For Piamonte, during the wet season, the female-pupal-productivity variable explained the model fit (R2) by 18%, with a positive bivariate spatial autocorrelation (Moran Index (MI) = 0.058). Miscellaneous containers smaller than 20 l, drums, and TWS presented non-significant positive autocorrelation of entomological indicators and number of adults. This latter finding is in contrast with the correlation between the percentage of positive buckets and pupae productivity (R2 = 37.7%) in the dry season of sampling.
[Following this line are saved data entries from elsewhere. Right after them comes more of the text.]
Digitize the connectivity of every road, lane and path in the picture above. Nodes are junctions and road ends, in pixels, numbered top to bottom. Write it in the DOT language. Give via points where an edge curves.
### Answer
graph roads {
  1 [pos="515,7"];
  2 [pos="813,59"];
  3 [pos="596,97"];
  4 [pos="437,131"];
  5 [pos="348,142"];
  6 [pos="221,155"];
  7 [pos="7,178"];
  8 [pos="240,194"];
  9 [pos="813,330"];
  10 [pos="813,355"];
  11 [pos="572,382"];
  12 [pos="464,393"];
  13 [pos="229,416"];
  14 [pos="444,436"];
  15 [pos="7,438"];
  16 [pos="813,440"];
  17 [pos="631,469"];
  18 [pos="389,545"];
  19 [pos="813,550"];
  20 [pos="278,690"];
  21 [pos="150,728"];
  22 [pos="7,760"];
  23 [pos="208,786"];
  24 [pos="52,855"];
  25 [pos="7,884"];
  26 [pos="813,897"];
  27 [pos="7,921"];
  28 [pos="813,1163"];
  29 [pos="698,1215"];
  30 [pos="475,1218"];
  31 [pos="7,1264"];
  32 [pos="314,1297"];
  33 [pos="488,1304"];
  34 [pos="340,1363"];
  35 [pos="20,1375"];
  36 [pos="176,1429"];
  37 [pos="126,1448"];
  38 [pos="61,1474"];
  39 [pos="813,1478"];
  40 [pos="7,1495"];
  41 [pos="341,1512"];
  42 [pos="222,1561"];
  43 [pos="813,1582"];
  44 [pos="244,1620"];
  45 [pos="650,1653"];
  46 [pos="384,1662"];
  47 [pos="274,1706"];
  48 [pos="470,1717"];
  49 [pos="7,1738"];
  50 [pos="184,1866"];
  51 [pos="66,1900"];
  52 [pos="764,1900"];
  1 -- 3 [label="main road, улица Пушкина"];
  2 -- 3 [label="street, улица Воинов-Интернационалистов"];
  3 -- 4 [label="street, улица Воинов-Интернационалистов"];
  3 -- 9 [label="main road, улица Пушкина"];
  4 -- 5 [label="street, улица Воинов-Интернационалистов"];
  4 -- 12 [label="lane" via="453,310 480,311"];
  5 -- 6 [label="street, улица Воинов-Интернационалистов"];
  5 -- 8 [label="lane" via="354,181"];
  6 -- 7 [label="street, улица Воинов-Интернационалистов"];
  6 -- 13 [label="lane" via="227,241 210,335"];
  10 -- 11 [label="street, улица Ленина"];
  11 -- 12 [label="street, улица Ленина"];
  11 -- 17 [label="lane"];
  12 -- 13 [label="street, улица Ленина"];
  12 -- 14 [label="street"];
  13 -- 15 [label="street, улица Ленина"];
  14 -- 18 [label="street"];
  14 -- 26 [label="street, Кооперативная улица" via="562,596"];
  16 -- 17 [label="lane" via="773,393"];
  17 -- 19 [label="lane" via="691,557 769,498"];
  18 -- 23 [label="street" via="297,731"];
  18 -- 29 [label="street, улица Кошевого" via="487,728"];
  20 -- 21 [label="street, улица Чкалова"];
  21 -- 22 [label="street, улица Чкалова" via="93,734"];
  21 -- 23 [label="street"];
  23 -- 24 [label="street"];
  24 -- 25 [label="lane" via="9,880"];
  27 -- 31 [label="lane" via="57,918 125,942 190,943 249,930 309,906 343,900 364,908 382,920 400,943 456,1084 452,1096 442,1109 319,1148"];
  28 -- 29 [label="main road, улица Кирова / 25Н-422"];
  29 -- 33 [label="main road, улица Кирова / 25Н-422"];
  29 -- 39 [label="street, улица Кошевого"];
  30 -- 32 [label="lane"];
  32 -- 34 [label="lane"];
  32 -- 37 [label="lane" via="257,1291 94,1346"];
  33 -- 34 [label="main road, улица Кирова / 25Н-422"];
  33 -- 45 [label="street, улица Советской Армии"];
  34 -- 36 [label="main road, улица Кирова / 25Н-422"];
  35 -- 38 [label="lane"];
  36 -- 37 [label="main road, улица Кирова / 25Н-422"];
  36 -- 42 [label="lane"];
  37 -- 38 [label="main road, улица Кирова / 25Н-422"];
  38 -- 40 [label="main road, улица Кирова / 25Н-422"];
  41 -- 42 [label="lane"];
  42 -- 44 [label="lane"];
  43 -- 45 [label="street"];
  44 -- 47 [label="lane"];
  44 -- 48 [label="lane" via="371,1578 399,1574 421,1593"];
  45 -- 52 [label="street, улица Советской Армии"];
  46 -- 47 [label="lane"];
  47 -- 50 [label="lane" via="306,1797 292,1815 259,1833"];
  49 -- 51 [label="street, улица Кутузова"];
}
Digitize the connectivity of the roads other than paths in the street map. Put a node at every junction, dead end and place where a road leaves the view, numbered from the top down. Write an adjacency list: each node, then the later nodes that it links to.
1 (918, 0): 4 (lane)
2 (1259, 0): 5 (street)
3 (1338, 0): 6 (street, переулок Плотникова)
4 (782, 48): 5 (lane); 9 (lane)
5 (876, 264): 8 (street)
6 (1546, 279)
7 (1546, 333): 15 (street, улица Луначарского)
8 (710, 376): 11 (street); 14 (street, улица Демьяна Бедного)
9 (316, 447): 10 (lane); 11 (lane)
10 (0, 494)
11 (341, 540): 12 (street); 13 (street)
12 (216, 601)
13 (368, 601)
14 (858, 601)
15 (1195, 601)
These findings suggest that for the species
Ae. aegypti, pupal productivity generates high densities of adults in neighbouring houses, allowing us to identify with the local indicator of spatial association (LISA) the blocks of neighbourhoods where this trend occurs, evidencing seasonal behaviour. While the spatial correlation linked the capture of pupae and adults in the same geographical space, the bivariate autocorrelation (MI) related these same variables, without necessarily coinciding in the same dwelling. Likewise, between municipalities, a greater positive spatial autocorrelation between pupae and adults was observed in Patía, especially when precipitation decreased before the onset of the rainy season. Our results are similar to other spatiotemporal studies of mosquito density
[13, 27], showing heterogeneous patterns of occurrence for each territory, with seasonal behaviours registering higher infestation rates in seasons of higher rainfall.
Re-use potential
Our database and vector distribution map provide important resources for understanding the spatial patterns of the vector and its relationship with entomological indicators and breeding sites, which could increase dengue virus transmission in the municipalities.
To improve the accessibility and usability of these data, they have been included in the GBIF. These data will be useful for making representative approximations of mosquito densities, mapping areas with high increases in pupal productivity, and linking other environmental, entomological, or socio-demographic determinants, providing essential information to generate innovative strategies for prevention, vector control, and management of dengue. We suggest others make their data available as well.